Cuando todas esas formaciones, minoritarias en el conjunto de España, coinciden en vincular la investidura de Sánchez al avance sin precedentes de su hoja soberanista; ningún candidato a presidir el Gobierno de su país debería alimentarlo.

Si la única forma de lograr un objetivo político es degradar el país al que se gobierna, se ha de renunciar, con la certeza de que la posibilidad aritmética de conformar mayorías parlamentarias no procede del deseo de varios de modelar un proyecto común, sino del deseo feroz de acabar con el ya existente.

Sánchez no puede coquetear siquiera con la idea de un referéndum de independencia, con ése u otro nombre y con consecuencias formales o simbólicas, y el mero hecho de que lo haga ya le invalida para el cargo. Y mucho más cuando acaba de despreciar, con infinita soberbia, la mano tendida por el PP para librar a España de una agenda nacionalista simplemente agotadora, injusta e ilegal.

Por la historia democrática reciente ya se ha escrito con el firme deseo integrador, agotando esfuerzos para que las diferencias no se antepongan a las diferencias y formen parte de lo que son: un indicio de la riqueza y abolengo de una Nación con siglos de existencia; y no un indicio de la convivencia a la fuerza de distintas nacionalidades denigradas.

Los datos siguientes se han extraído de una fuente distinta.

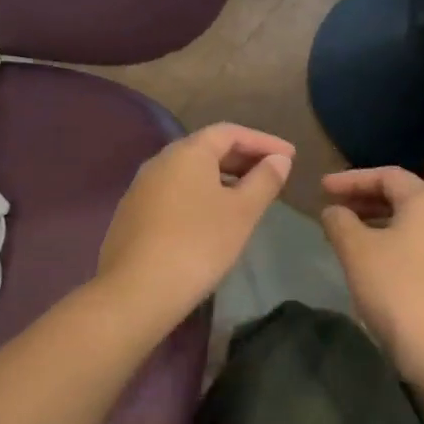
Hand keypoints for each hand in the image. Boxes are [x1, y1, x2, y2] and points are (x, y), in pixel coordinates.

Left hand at [98, 124, 294, 326]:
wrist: (137, 290)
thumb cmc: (198, 244)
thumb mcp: (242, 212)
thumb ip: (264, 180)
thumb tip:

Ni todos los eufemismos que quieran utilizar Sánchez y sus altavoces puede esconder la evidencia de que está intentando mantenerse en la Presidencia comerciando con un patrimonio ajeno tan preciado e innegociable como su país. Y si por negarse a ello, que es lo esperable en un dirigente cabal, debe perder el Gobierno y acudir de nuevo a las urnas, es intolerable que no lo asuma y fuerce una maquinaria tan inquietante para el futuro de España.